Could you repeat the records below exactly, leaving the pictures out?

● ● ● ● ●

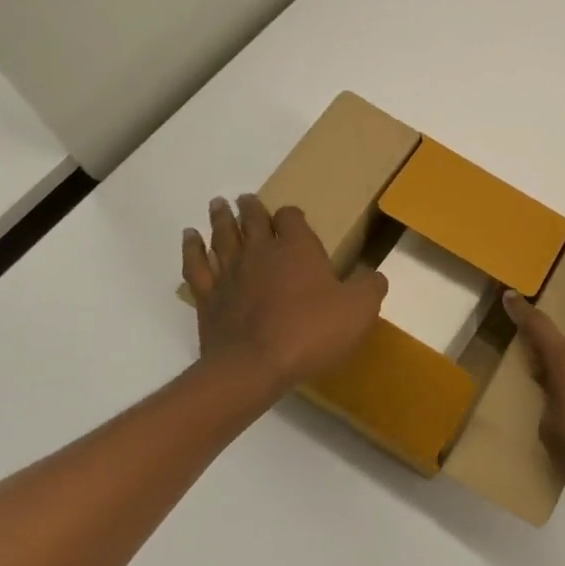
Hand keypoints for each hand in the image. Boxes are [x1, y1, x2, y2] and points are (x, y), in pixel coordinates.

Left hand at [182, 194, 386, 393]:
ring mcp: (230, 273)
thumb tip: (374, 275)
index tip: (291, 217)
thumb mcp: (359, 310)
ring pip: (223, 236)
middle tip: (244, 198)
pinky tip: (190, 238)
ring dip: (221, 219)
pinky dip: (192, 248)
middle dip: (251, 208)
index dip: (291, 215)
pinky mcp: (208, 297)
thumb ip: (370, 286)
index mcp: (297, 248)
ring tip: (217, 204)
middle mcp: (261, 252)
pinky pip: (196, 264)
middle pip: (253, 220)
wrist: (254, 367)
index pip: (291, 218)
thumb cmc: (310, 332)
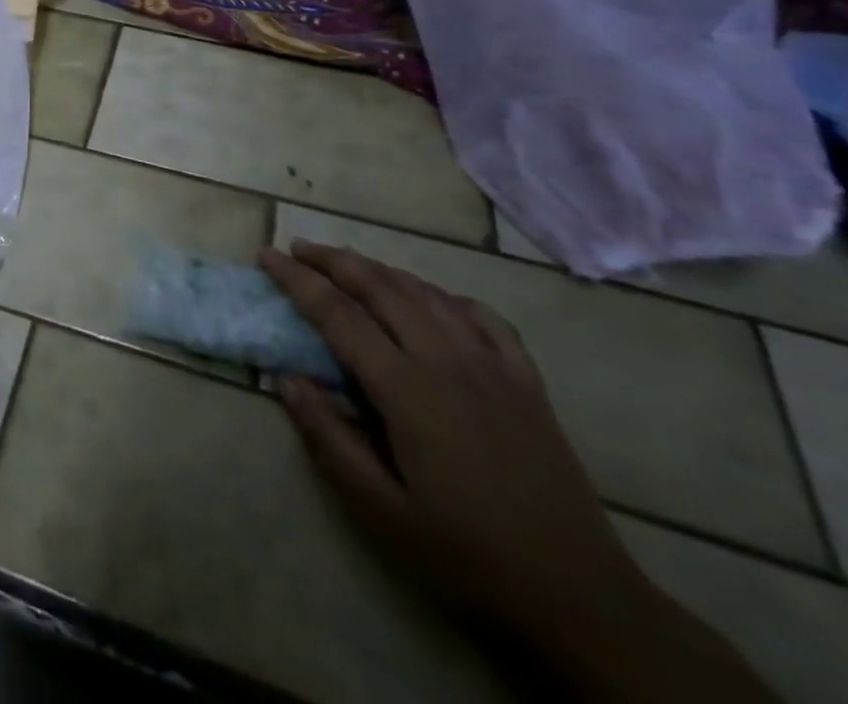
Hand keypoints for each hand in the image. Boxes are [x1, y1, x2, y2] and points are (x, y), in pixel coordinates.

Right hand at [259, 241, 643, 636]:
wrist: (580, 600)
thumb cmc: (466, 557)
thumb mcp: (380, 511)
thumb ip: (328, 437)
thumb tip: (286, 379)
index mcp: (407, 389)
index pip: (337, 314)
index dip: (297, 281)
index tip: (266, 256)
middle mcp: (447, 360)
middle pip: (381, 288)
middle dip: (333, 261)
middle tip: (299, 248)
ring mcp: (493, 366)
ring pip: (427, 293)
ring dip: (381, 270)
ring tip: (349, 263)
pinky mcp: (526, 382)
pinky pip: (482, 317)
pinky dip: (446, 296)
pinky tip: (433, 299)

● ● ● ● ●

■ Answer to this problem
Hand keypoints for each hand in the image. Boxes are [x1, y1, x2, y2] and points are (x, y), in pixel coordinates.

Left hand at [182, 194, 386, 393]:
ring mcp: (230, 273)
thumb tip: (374, 275)
index tip: (291, 217)
thumb mcp: (359, 310)
ring pip: (223, 236)
middle tip: (244, 198)
pinky tip: (190, 238)
ring dip: (221, 219)
pinky dip: (192, 248)
middle dip: (251, 208)
index dip: (291, 215)
pinky mcp: (208, 297)
thumb ip: (370, 286)
index mcp: (297, 248)
ring tip: (217, 204)
middle mcp: (261, 252)
pinky pip: (196, 264)
middle pip: (253, 220)
wrist: (254, 367)
index pip: (291, 218)
thumb cmc: (310, 332)
Hand keypoints for each hand in the image. Boxes are [x1, y1, x2, y2] and points are (x, y), in pixel coordinates.

Right hand at [259, 241, 643, 636]:
wrist: (580, 600)
thumb cmc: (466, 557)
thumb mcp: (380, 511)
thumb ip: (328, 437)
thumb tip: (286, 379)
index mcp: (407, 389)
index pip: (337, 314)
index dip: (297, 281)
index tip: (266, 256)
middle mcp: (447, 360)
middle pip: (381, 288)
middle dip: (333, 261)
middle tip: (299, 248)
ring mcp: (493, 366)
ring pip: (427, 293)
ring dip: (381, 270)
ring tip: (349, 263)
pinky mcp: (526, 382)
pinky pip: (482, 317)
pinky dip: (446, 296)
pinky tip: (433, 299)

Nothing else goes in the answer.